[[ Exercise data, beginning ]]
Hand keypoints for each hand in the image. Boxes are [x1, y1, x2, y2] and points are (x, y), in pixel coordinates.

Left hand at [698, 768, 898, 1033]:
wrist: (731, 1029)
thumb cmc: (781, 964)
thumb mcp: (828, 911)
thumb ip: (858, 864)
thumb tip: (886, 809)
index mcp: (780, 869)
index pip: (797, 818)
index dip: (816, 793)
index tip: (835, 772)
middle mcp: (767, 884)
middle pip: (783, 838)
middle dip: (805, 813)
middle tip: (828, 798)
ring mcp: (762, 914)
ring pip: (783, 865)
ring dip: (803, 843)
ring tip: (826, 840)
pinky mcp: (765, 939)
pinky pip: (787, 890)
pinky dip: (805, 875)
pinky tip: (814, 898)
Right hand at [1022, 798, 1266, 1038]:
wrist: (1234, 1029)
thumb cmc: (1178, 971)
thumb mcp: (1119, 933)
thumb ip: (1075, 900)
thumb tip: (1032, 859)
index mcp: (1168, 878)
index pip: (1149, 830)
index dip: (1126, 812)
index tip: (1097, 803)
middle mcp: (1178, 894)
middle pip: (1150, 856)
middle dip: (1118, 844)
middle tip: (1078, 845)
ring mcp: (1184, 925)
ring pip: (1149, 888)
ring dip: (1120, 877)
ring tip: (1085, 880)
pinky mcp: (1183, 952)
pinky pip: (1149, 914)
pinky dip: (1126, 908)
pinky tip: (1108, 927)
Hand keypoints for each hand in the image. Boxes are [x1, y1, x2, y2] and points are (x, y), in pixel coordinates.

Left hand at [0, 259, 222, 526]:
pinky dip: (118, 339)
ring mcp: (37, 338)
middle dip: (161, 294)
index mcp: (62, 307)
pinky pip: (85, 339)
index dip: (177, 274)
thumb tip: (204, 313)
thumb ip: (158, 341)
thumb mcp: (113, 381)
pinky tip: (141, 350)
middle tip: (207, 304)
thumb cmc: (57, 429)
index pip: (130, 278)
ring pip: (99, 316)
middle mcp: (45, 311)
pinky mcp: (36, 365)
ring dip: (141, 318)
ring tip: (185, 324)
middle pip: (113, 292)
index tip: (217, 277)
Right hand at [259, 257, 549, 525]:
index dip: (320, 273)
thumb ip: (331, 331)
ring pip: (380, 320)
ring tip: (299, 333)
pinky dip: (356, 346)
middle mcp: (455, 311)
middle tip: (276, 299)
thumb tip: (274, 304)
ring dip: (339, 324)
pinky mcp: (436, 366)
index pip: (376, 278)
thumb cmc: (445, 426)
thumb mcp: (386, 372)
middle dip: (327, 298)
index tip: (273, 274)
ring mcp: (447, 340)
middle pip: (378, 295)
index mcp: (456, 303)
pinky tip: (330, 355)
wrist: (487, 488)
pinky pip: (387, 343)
[[ Exercise data, end ]]
For the listing above, print only the lines starting at the line containing "ring tip: (185, 324)" and ending at the line containing "middle dip: (327, 298)", exactly, both included.

> _Result of the task_:
ring tip: (185, 324)
middle pip: (113, 292)
index tip: (217, 277)
Right hand at [259, 257, 549, 525]:
index dip: (320, 273)
thumb ip: (331, 331)
ring pip: (380, 320)
ring tip: (299, 333)
pinky dip: (356, 346)
middle mcp: (455, 311)
middle tip: (276, 299)
thumb tip: (274, 304)
ring dip: (339, 324)
pinky mcp: (436, 366)
index pip: (376, 278)
thumb cmc: (445, 426)
thumb mcp: (386, 372)
middle dip: (327, 298)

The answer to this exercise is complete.